PROBLEM TO WORK ON ▸ Even where a line looks wrong, copy it exactly and include every entry.

SUPPLIED MATERIAL ▸
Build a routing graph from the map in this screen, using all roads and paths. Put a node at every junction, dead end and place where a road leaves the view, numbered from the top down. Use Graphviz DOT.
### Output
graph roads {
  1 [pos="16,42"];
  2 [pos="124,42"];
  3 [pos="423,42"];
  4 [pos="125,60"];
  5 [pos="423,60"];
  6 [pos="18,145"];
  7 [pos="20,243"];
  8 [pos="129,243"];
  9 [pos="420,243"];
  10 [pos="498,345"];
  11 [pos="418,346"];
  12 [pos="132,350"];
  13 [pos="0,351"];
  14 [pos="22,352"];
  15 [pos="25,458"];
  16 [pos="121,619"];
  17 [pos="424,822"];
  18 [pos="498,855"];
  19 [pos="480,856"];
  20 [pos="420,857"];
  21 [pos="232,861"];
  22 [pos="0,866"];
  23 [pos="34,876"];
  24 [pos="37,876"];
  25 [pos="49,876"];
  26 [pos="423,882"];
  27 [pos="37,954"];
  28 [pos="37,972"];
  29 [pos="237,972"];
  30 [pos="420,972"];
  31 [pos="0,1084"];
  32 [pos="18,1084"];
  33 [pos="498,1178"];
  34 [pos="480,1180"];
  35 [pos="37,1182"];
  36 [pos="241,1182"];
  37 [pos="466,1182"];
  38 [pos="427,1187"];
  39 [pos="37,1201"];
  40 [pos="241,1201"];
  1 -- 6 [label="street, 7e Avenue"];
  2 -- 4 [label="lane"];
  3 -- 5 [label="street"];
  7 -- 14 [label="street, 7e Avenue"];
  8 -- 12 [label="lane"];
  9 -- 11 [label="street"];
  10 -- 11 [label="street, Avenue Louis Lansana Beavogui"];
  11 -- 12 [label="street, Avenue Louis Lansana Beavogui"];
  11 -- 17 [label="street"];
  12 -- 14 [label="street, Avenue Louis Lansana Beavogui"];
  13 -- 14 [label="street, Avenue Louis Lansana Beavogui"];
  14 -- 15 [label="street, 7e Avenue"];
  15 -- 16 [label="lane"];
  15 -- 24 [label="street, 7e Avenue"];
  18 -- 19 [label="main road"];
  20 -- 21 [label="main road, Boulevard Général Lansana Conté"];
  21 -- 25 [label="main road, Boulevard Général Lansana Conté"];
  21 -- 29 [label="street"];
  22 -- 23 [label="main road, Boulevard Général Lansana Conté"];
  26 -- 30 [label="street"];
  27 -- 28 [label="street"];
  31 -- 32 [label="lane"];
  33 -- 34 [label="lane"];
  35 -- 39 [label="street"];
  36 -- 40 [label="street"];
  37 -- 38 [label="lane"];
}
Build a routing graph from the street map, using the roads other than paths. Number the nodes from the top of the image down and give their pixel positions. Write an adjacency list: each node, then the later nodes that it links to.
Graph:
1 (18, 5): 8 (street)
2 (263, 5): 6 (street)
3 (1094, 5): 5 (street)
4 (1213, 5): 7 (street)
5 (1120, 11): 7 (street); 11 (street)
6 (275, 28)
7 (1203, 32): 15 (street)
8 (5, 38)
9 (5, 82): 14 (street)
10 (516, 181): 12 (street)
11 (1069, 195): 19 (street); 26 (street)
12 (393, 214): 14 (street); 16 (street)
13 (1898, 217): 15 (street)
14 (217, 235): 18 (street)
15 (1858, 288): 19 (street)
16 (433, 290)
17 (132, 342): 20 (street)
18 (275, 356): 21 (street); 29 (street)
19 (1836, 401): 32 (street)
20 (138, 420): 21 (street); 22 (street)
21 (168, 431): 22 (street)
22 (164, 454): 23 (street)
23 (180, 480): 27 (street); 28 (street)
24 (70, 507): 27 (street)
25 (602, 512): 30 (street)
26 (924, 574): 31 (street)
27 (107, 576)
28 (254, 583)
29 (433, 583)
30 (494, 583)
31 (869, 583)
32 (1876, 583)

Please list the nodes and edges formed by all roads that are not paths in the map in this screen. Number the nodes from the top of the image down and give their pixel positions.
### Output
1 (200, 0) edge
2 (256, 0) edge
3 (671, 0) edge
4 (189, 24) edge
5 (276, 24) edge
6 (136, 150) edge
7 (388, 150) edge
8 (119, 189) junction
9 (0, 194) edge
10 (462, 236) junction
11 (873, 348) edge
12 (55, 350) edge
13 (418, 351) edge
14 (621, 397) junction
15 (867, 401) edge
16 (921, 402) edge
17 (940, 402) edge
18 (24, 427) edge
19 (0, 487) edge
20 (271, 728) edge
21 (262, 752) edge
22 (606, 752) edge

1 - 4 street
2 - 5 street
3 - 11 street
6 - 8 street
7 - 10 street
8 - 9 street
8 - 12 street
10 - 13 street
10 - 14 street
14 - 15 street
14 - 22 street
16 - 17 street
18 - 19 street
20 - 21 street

RESULT OF THIS TASK ▸
Build a routing graph from the map in this screen, using all roads and paths. Put a node at every junction, dead end and place where a road leaves the view, numbered from the top down. Use Graphviz DOT.
### Output
graph roads {
  1 [pos="16,42"];
  2 [pos="124,42"];
  3 [pos="423,42"];
  4 [pos="125,60"];
  5 [pos="423,60"];
  6 [pos="18,145"];
  7 [pos="20,243"];
  8 [pos="129,243"];
  9 [pos="420,243"];
  10 [pos="498,345"];
  11 [pos="418,346"];
  12 [pos="132,350"];
  13 [pos="0,351"];
  14 [pos="22,352"];
  15 [pos="25,458"];
  16 [pos="121,619"];
  17 [pos="424,822"];
  18 [pos="498,855"];
  19 [pos="480,856"];
  20 [pos="420,857"];
  21 [pos="232,861"];
  22 [pos="0,866"];
  23 [pos="34,876"];
  24 [pos="37,876"];
  25 [pos="49,876"];
  26 [pos="423,882"];
  27 [pos="37,954"];
  28 [pos="37,972"];
  29 [pos="237,972"];
  30 [pos="420,972"];
  31 [pos="0,1084"];
  32 [pos="18,1084"];
  33 [pos="498,1178"];
  34 [pos="480,1180"];
  35 [pos="37,1182"];
  36 [pos="241,1182"];
  37 [pos="466,1182"];
  38 [pos="427,1187"];
  39 [pos="37,1201"];
  40 [pos="241,1201"];
  1 -- 6 [label="street, 7e Avenue"];
  2 -- 4 [label="lane"];
  3 -- 5 [label="street"];
  7 -- 14 [label="street, 7e Avenue"];
  8 -- 12 [label="lane"];
  9 -- 11 [label="street"];
  10 -- 11 [label="street, Avenue Louis Lansana Beavogui"];
  11 -- 12 [label="street, Avenue Louis Lansana Beavogui"];
  11 -- 17 [label="street"];
  12 -- 14 [label="street, Avenue Louis Lansana Beavogui"];
  13 -- 14 [label="street, Avenue Louis Lansana Beavogui"];
  14 -- 15 [label="street, 7e Avenue"];
  15 -- 16 [label="lane"];
  15 -- 24 [label="street, 7e Avenue"];
  18 -- 19 [label="main road"];
  20 -- 21 [label="main road, Boulevard Général Lansana Conté"];
  21 -- 25 [label="main road, Boulevard Général Lansana Conté"];
  21 -- 29 [label="street"];
  22 -- 23 [label="main road, Boulevard Général Lansana Conté"];
  26 -- 30 [label="street"];
  27 -- 28 [label="street"];
  31 -- 32 [label="lane"];
  33 -- 34 [label="lane"];
  35 -- 39 [label="street"];
  36 -- 40 [label="street"];
  37 -- 38 [label="lane"];
}
Build a routing graph from the street map, using the roads other than paths. Number the nodes from the top of the image down and give their pixel positions. Write an adjacency list: each node, then the later nodes that it links to.
Graph:
1 (18, 5): 8 (street)
2 (263, 5): 6 (street)
3 (1094, 5): 5 (street)
4 (1213, 5): 7 (street)
5 (1120, 11): 7 (street); 11 (street)
6 (275, 28)
7 (1203, 32): 15 (street)
8 (5, 38)
9 (5, 82): 14 (street)
10 (516, 181): 12 (street)
11 (1069, 195): 19 (street); 26 (street)
12 (393, 214): 14 (street); 16 (street)
13 (1898, 217): 15 (street)
14 (217, 235): 18 (street)
15 (1858, 288): 19 (street)
16 (433, 290)
17 (132, 342): 20 (street)
18 (275, 356): 21 (street); 29 (street)
19 (1836, 401): 32 (street)
20 (138, 420): 21 (street); 22 (street)
21 (168, 431): 22 (street)
22 (164, 454): 23 (street)
23 (180, 480): 27 (street); 28 (street)
24 (70, 507): 27 (street)
25 (602, 512): 30 (street)
26 (924, 574): 31 (street)
27 (107, 576)
28 (254, 583)
29 (433, 583)
30 (494, 583)
31 (869, 583)
32 (1876, 583)

Please list the nodes and edges formed by all roads that are not paths in the map in this screen. Number the nodes from the top of the image down and give their pixel positions.
### Output
1 (200, 0) edge
2 (256, 0) edge
3 (671, 0) edge
4 (189, 24) edge
5 (276, 24) edge
6 (136, 150) edge
7 (388, 150) edge
8 (119, 189) junction
9 (0, 194) edge
10 (462, 236) junction
11 (873, 348) edge
12 (55, 350) edge
13 (418, 351) edge
14 (621, 397) junction
15 (867, 401) edge
16 (921, 402) edge
17 (940, 402) edge
18 (24, 427) edge
19 (0, 487) edge
20 (271, 728) edge
21 (262, 752) edge
22 (606, 752) edge

1 - 4 street
2 - 5 street
3 - 11 street
6 - 8 street
7 - 10 street
8 - 9 street
8 - 12 street
10 - 13 street
10 - 14 street
14 - 15 street
14 - 22 street
16 - 17 street
18 - 19 street
20 - 21 street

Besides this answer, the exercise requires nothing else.